- [Stored data entries]
===============
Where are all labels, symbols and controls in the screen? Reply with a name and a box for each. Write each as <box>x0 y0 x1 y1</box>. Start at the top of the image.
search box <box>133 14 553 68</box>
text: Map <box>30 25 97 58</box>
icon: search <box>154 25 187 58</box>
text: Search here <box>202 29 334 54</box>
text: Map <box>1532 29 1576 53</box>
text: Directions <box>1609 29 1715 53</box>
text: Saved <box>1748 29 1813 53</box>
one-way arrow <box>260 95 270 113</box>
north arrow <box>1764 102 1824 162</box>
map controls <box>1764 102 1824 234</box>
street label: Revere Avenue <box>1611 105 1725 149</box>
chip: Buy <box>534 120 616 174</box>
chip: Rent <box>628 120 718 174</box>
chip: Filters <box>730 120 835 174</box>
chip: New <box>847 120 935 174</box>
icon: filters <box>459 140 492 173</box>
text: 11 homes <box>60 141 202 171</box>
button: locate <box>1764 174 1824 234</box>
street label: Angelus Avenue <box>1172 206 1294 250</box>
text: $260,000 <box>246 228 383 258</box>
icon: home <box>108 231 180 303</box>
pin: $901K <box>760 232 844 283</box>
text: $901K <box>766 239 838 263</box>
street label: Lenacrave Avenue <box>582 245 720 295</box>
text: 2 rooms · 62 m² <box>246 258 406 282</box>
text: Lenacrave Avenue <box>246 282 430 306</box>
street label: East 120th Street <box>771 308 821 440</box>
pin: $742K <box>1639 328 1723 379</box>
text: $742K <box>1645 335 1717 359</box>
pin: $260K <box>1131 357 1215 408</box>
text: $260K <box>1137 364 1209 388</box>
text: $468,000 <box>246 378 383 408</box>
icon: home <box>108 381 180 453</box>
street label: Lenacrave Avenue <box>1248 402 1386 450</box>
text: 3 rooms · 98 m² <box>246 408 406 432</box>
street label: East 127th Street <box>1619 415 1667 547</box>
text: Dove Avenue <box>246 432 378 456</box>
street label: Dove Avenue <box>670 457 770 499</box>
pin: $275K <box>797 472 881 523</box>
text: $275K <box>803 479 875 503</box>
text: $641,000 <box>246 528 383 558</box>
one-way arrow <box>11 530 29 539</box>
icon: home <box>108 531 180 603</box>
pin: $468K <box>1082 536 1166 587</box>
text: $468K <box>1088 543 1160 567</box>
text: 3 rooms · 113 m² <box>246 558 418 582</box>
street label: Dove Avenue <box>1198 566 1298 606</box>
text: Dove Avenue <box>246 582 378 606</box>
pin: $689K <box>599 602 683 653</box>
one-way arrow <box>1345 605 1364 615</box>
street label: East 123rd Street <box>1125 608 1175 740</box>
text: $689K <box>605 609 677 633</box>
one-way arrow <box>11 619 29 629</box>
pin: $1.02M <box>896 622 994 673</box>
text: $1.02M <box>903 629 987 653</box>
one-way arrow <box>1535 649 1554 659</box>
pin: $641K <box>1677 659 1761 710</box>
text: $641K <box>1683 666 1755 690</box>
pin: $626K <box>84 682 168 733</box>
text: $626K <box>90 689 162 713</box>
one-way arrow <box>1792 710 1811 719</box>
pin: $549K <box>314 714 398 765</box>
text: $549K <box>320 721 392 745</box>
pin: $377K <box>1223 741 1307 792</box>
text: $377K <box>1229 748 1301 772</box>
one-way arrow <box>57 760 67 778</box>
===============
- [The problem] Output nothing but the number of lines in the data containing the string "rooms".

- [Final answer] 3